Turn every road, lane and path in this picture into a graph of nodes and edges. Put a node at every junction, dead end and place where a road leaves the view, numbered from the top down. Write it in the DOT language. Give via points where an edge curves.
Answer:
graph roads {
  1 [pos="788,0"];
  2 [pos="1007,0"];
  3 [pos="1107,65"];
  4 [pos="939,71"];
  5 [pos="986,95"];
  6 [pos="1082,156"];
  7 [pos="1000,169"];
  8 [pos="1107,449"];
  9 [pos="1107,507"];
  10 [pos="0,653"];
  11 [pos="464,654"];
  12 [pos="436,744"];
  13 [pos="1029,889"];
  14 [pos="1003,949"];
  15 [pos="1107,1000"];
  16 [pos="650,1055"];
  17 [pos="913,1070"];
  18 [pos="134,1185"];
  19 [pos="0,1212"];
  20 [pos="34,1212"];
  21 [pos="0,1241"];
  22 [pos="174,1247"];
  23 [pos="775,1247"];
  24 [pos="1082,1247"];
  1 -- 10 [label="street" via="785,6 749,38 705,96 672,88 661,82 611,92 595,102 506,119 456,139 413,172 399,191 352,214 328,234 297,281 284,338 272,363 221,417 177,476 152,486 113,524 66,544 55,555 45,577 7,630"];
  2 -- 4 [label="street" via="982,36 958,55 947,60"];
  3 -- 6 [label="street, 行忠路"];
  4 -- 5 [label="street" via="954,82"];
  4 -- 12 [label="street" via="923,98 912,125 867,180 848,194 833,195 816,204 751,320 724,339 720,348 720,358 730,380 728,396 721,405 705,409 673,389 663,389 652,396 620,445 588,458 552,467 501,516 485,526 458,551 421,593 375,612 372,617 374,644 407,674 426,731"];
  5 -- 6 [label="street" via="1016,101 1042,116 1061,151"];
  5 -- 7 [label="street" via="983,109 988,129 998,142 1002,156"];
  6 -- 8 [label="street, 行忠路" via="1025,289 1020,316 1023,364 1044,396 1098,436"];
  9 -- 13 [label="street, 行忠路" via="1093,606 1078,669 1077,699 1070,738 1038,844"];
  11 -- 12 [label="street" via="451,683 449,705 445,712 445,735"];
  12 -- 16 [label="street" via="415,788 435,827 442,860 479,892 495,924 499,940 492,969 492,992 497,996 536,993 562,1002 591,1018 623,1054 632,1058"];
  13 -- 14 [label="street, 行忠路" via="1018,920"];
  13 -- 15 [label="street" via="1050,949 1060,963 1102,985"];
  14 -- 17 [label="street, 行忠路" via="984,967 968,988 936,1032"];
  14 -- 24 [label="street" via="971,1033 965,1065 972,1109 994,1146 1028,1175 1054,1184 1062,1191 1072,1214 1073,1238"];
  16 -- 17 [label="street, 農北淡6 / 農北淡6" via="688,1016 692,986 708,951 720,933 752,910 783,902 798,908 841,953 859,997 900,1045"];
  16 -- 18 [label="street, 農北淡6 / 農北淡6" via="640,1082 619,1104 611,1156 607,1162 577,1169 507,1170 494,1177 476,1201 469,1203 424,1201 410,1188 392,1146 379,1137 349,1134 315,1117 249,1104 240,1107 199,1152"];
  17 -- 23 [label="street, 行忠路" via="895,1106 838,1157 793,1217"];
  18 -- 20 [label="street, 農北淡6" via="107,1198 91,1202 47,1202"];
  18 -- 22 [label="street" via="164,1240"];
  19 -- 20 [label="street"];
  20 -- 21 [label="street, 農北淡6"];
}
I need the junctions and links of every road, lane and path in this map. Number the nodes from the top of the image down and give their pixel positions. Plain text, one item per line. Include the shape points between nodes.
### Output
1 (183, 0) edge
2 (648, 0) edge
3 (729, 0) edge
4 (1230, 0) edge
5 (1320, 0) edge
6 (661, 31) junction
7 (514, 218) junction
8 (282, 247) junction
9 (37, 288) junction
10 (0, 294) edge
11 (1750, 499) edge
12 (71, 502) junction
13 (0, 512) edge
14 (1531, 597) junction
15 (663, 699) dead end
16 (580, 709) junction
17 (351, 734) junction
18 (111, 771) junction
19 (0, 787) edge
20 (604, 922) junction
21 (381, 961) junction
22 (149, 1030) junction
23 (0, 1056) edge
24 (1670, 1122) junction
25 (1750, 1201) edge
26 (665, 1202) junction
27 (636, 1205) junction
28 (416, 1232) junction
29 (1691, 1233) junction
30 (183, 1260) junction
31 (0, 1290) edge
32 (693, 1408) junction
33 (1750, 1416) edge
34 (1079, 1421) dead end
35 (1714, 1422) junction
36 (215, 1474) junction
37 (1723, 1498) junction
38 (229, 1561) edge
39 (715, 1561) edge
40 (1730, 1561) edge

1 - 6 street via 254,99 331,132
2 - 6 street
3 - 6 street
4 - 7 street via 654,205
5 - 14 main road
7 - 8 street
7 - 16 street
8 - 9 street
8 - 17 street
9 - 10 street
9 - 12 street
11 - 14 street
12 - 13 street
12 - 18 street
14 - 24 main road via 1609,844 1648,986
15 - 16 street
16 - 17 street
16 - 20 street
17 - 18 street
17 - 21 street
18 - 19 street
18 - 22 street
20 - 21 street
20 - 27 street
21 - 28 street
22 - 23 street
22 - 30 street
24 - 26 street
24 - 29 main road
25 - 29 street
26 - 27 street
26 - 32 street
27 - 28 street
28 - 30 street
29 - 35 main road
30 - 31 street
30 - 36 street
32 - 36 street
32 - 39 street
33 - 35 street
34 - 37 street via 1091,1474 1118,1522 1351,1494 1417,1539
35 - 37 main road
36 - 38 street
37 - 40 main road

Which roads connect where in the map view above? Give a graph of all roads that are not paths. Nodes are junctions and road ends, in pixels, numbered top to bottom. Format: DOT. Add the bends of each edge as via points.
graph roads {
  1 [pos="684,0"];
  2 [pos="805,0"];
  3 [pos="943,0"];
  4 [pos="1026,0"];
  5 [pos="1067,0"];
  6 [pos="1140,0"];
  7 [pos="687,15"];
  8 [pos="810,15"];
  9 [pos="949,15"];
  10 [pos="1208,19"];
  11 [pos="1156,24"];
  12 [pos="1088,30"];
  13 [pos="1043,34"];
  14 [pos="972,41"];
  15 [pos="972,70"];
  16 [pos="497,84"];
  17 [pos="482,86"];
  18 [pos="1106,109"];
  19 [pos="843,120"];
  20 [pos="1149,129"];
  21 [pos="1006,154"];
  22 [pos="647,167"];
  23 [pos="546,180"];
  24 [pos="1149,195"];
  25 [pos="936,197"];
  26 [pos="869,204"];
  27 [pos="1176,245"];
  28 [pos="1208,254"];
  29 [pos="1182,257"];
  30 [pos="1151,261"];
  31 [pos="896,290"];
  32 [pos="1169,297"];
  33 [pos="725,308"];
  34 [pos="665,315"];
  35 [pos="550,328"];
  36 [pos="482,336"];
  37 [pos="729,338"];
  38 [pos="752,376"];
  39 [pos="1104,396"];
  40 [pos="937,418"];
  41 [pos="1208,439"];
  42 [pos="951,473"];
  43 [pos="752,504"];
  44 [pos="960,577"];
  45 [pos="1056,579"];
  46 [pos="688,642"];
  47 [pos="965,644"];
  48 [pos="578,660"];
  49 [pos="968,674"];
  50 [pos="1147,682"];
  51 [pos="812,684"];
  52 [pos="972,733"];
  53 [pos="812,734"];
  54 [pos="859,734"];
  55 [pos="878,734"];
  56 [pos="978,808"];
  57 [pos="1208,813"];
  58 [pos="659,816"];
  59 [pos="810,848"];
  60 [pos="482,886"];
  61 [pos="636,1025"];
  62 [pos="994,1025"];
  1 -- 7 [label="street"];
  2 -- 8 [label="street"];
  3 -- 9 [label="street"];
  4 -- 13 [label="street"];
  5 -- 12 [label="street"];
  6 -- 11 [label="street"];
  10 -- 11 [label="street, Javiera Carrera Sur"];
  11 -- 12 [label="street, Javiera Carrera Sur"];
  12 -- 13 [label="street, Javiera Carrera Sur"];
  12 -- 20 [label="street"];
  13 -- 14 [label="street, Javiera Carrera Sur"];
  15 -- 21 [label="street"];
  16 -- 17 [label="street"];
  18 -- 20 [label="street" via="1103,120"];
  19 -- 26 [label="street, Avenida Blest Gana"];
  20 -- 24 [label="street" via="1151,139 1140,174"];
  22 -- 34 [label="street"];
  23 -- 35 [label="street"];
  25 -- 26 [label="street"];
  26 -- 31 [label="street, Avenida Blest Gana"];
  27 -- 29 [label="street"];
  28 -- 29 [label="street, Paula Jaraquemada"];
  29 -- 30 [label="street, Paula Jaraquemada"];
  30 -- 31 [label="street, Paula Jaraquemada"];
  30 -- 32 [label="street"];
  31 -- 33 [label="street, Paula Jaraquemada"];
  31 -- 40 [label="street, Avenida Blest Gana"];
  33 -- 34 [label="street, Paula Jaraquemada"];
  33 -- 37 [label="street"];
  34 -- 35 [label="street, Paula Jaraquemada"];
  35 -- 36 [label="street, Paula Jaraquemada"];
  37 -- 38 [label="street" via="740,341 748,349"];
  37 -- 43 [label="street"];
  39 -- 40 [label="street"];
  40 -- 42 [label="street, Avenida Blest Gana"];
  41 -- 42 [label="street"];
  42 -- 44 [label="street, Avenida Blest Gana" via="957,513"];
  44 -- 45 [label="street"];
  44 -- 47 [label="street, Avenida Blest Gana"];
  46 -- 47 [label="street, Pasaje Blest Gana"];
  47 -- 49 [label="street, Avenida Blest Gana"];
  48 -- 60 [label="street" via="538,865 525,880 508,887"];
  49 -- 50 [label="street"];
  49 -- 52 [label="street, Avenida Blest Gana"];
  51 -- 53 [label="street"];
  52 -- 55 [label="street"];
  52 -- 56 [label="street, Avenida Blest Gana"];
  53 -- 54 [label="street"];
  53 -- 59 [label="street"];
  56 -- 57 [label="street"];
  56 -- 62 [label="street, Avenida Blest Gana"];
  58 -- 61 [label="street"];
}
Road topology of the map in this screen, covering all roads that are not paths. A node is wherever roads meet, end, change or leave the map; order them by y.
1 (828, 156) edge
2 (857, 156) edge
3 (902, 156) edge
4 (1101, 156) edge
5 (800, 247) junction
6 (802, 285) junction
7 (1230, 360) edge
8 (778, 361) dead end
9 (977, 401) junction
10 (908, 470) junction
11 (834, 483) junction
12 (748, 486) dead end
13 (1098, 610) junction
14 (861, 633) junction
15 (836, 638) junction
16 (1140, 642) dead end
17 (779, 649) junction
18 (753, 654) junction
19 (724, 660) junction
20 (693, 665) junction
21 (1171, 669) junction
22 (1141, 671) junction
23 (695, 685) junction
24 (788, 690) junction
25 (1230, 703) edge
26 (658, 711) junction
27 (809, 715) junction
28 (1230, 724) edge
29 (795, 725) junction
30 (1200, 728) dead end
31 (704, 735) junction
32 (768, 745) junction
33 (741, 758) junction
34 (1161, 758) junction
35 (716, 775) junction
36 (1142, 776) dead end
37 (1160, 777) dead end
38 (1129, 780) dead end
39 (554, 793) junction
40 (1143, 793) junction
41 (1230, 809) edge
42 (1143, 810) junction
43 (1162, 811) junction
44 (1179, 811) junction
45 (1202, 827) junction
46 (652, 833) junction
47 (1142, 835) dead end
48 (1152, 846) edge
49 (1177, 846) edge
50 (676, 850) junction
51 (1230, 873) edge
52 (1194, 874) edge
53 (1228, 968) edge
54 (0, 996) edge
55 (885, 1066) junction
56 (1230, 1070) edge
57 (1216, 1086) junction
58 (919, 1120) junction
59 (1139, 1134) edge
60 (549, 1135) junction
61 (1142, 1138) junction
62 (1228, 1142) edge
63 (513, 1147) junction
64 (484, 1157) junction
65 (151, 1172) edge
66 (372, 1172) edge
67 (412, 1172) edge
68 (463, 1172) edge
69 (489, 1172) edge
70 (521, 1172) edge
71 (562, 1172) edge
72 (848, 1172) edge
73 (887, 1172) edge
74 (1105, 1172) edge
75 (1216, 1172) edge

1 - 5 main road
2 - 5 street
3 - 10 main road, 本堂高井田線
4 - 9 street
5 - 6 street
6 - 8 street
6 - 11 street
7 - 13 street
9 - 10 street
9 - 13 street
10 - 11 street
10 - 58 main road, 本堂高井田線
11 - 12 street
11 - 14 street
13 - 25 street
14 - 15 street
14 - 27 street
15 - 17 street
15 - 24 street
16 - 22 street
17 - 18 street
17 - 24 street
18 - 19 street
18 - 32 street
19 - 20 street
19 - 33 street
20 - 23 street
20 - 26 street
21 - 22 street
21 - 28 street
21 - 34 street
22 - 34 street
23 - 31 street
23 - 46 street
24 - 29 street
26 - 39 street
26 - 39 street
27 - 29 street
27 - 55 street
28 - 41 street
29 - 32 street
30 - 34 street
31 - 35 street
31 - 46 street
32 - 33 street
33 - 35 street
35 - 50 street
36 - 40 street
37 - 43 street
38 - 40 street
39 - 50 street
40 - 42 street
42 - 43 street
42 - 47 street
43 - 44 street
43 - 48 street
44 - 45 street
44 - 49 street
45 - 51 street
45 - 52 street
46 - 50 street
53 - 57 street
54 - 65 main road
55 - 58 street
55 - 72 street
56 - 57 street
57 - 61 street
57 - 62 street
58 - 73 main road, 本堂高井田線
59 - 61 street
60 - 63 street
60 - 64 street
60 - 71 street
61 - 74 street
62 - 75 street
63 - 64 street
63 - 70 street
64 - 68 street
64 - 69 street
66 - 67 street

Task instructions » Find each line holding the string "Avenida" in the listing above, then copy it.

Response to the task »
  19 -- 26 [label="street, Avenida Blest Gana"];
  26 -- 31 [label="street, Avenida Blest Gana"];
  31 -- 40 [label="street, Avenida Blest Gana"];
  40 -- 42 [label="street, Avenida Blest Gana"];
  42 -- 44 [label="street, Avenida Blest Gana" via="957,513"];
  44 -- 47 [label="street, Avenida Blest Gana"];
  47 -- 49 [label="street, Avenida Blest Gana"];
  49 -- 52 [label="street, Avenida Blest Gana"];
  52 -- 56 [label="street, Avenida Blest Gana"];
  56 -- 62 [label="street, Avenida Blest Gana"];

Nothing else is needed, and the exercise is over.